**What this task involves**
Hunt for the word "صاحب" across the entries below, copying each line that holds it.

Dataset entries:

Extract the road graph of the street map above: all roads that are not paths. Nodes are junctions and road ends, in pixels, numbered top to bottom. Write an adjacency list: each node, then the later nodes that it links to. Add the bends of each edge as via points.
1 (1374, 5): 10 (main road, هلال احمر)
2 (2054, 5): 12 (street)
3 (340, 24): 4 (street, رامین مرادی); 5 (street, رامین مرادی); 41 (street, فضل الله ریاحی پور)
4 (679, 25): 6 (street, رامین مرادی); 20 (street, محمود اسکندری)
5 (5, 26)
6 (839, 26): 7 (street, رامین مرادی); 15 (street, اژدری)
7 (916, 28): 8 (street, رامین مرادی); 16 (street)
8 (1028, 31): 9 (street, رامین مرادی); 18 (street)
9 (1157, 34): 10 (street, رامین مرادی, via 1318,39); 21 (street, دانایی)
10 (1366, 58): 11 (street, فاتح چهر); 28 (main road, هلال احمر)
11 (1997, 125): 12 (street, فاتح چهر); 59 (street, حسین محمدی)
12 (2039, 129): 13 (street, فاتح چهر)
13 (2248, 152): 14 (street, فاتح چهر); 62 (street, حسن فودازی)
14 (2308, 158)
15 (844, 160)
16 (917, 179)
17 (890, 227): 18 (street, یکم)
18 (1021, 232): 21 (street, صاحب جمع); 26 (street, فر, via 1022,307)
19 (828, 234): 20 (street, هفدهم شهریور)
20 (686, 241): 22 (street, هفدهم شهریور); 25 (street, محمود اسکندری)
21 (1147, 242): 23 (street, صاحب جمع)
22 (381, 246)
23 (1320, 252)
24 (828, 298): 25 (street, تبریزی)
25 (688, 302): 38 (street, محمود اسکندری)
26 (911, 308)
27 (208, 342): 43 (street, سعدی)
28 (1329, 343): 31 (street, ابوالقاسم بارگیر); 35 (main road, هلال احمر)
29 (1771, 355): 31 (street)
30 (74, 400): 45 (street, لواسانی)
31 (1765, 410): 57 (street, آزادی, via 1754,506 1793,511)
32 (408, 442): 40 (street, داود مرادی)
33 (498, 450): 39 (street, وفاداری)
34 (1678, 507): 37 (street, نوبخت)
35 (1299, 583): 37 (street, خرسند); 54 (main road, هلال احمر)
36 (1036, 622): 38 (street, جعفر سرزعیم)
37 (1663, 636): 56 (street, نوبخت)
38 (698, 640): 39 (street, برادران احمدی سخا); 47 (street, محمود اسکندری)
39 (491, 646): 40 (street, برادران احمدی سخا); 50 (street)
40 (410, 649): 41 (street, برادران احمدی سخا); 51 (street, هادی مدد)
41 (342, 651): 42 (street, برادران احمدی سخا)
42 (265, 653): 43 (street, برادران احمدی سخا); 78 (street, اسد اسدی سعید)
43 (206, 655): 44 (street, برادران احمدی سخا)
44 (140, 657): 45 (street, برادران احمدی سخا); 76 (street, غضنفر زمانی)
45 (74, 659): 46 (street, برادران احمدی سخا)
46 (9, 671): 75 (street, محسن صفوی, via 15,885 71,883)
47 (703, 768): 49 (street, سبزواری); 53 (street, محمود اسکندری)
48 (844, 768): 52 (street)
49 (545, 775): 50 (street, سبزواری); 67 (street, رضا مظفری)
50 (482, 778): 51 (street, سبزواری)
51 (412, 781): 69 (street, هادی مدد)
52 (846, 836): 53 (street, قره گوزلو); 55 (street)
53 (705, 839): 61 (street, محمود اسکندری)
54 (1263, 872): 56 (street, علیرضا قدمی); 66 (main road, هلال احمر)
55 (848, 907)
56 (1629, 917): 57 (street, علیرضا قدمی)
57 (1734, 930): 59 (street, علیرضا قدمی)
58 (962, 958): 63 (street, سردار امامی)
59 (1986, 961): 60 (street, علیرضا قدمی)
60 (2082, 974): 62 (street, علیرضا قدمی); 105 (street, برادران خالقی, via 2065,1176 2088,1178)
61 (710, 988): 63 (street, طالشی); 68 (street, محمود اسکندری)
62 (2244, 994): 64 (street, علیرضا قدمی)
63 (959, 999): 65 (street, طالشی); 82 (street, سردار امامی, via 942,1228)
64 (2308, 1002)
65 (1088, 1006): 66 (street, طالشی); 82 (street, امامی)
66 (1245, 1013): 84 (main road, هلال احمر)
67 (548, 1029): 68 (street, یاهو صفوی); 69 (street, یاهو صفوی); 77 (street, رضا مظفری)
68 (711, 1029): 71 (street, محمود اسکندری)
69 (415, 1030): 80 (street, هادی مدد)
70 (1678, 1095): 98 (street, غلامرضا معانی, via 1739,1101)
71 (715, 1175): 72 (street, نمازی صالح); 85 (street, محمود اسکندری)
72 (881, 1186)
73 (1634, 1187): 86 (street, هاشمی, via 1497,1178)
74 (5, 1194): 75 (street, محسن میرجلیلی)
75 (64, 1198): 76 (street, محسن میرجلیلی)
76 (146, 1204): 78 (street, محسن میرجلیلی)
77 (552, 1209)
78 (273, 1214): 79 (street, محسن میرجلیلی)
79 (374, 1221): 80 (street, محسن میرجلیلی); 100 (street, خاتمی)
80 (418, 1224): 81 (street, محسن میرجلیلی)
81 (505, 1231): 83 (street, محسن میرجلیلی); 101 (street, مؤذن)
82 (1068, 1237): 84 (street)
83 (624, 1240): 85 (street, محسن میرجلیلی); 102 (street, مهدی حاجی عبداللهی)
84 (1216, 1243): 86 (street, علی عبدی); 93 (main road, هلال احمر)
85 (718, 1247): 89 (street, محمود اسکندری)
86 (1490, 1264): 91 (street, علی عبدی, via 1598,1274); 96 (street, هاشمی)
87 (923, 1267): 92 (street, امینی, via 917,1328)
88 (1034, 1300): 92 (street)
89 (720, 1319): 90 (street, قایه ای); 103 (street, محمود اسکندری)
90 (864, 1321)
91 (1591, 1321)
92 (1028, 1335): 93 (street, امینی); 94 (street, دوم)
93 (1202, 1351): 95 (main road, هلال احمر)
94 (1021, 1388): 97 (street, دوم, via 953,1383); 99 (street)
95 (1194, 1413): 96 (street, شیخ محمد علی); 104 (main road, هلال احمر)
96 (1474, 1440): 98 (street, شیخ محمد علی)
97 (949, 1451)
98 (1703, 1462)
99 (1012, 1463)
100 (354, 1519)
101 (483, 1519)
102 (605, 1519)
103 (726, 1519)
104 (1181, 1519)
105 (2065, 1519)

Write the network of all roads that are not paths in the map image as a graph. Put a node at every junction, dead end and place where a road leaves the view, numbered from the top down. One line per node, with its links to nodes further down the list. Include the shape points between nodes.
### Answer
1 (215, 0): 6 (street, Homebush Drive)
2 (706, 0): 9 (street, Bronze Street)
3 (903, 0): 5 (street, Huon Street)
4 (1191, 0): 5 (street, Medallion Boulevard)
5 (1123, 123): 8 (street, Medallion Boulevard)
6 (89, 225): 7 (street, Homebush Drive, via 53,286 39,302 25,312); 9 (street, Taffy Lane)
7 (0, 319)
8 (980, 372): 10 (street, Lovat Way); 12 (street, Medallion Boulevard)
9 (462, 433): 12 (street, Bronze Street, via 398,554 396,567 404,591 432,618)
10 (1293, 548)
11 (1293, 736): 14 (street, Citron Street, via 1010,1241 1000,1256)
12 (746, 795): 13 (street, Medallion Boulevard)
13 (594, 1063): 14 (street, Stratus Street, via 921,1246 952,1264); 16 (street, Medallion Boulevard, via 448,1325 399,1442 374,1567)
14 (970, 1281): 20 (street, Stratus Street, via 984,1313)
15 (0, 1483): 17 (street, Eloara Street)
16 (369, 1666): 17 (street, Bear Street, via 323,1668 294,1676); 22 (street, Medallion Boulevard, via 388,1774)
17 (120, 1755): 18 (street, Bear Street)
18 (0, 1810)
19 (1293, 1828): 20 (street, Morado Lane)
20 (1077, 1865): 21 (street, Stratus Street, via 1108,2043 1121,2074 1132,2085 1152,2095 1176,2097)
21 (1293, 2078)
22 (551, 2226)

**Exercise result**
18 (1021, 232): 21 (street, صاحب جمع); 26 (street, فر, via 1022,307)
21 (1147, 242): 23 (street, صاحب جمع)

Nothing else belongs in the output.